Modeling of temperature dependent graded vibration in a piezoelectric microbeam composite plates with a sliding contact

Abstract

The present study introduces a novel framework for analyzing shear wave propagation in piezoelectric microbeam-dielectric elastic composite plates, emphasizing the temperature-dependent graded factors that influence key material properties. Unlike previous works, which often assume constant material coefficients, this model considers quadratic variations of elastic, piezoelectric, and dielectric coefficients with respect to the temperature graded. The mathematical modeling employs the separation of variables and asymptotic expansions of Bessel functions to derive comprehensive analytical solutions. A sliding contact interface with a sliding parameter is considered, enabling a more realistic simulation of composite structures.
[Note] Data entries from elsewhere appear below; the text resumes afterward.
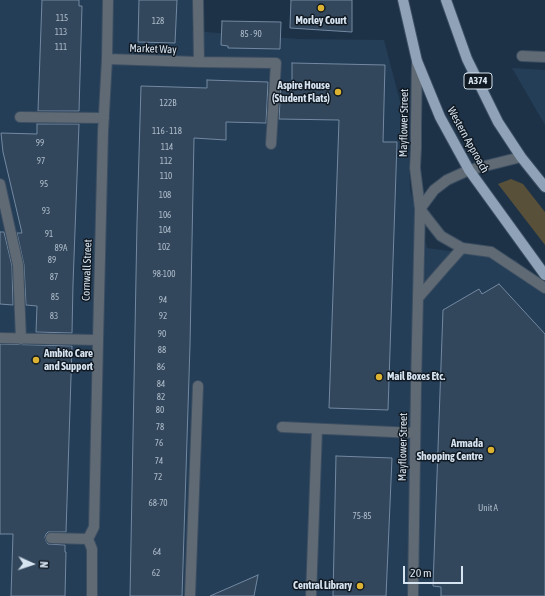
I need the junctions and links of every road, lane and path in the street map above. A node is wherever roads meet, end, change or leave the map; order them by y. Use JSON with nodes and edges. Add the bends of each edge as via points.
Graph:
{"nodes":[{"id":1,"x":108,"y":0,"type":"edge"},
{"id":2,"x":198,"y":0,"type":"edge"},
{"id":3,"x":404,"y":0,"type":"edge"},
{"id":4,"x":446,"y":0,"type":"edge"},
{"id":5,"x":522,"y":56,"type":"dead end"},
{"id":6,"x":545,"y":57,"type":"edge"},
{"id":7,"x":107,"y":59,"type":"junction"},
{"id":8,"x":417,"y":61,"type":"junction"},
{"id":9,"x":199,"y":62,"type":"junction"},
{"id":10,"x":20,"y":117,"type":"dead end"},
{"id":11,"x":104,"y":118,"type":"junction"},
{"id":12,"x":271,"y":144,"type":"dead end"},
{"id":13,"x":521,"y":157,"type":"junction"},
{"id":14,"x":469,"y":170,"type":"junction"},
{"id":15,"x":0,"y":184,"type":"edge"},
{"id":16,"x":545,"y":187,"type":"edge"},
{"id":17,"x":420,"y":209,"type":"junction"},
{"id":18,"x":462,"y":248,"type":"junction"},
{"id":19,"x":545,"y":275,"type":"edge"},
{"id":20,"x":545,"y":288,"type":"edge"},
{"id":21,"x":418,"y":298,"type":"junction"},
{"id":22,"x":0,"y":338,"type":"edge"},
{"id":23,"x":21,"y":338,"type":"junction"},
{"id":24,"x":98,"y":340,"type":"junction"},
{"id":25,"x":198,"y":386,"type":"dead end"},
{"id":26,"x":282,"y":427,"type":"dead end"},
{"id":27,"x":317,"y":429,"type":"junction"},
{"id":28,"x":415,"y":433,"type":"junction"},
{"id":29,"x":51,"y":538,"type":"dead end"},
{"id":30,"x":88,"y":538,"type":"junction"},
{"id":31,"x":92,"y":596,"type":"edge"},
{"id":32,"x":190,"y":596,"type":"edge"},
{"id":33,"x":311,"y":596,"type":"edge"},
{"id":34,"x":413,"y":596,"type":"edge"}],
"edges":[{"from":1,"to":7,"type":"street","name":"Cornwall Street"},
{"from":2,"to":9,"type":"street"},
{"from":3,"to":8,"type":"main road","name":"Western Approach"},
{"from":4,"to":13,"type":"main road","number":"A374","via":[[467,59],[498,122]]},
{"from":5,"to":6,"type":"street"},
{"from":7,"to":9,"type":"street","name":"Market Way"},
{"from":7,"to":11,"type":"street","name":"Cornwall Street"},
{"from":8,"to":14,"type":"main road","name":"Western Approach","via":[[440,117]]},
{"from":8,"to":17,"type":"street","name":"Mayflower Street","via":[[415,168]]},
{"from":9,"to":12,"type":"street","name":"Market Way","via":[[276,63]]},
{"from":10,"to":11,"type":"street"},
{"from":11,"to":24,"type":"street","name":"Cornwall Street"},
{"from":13,"to":14,"type":"street"},
{"from":13,"to":16,"type":"main road","number":"A374"},
{"from":14,"to":17,"type":"street","via":[[447,180],[434,190]]},
{"from":14,"to":19,"type":"main road","name":"Western Approach"},
{"from":15,"to":23,"type":"street","via":[[18,265]]},
{"from":17,"to":18,"type":"street","via":[[442,236]]},
{"from":17,"to":21,"type":"street","name":"Mayflower Street"},
{"from":18,"to":20,"type":"street","via":[[491,252]]},
{"from":18,"to":21,"type":"street"},
{"from":21,"to":28,"type":"street","name":"Mayflower Street"},
{"from":22,"to":23,"type":"street"},
{"from":23,"to":24,"type":"street"},
{"from":24,"to":30,"type":"street","name":"Cornwall Street","via":[[95,520]]},
{"from":25,"to":32,"type":"street"},
{"from":26,"to":27,"type":"street"},
{"from":27,"to":28,"type":"street"},
{"from":27,"to":33,"type":"street"},
{"from":28,"to":34,"type":"street","name":"Mayflower Street"},
{"from":29,"to":30,"type":"street"},
{"from":30,"to":31,"type":"street","via":[[92,549]]}]}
The dynamic governing equation, transverse deflection, and Maxwell's equation for electric potential are solved simultaneously across domains, yielding a system of linear homogeneous equations via admissible boundary conditions. The dispersion relations for shear waves are derived for electrically open and short-circuit cases and validated through comparison with existing studies. This study highlights the significant influence of temperature grade, temperature ratio, micro-length parameters in the piezoelectric microbeam, and the sliding parameter on shear wave propagation. The findings provide a theoretical basis for designing and optimizing piezotronic devices, offering enhanced control over elastic wave propagation in composite structures.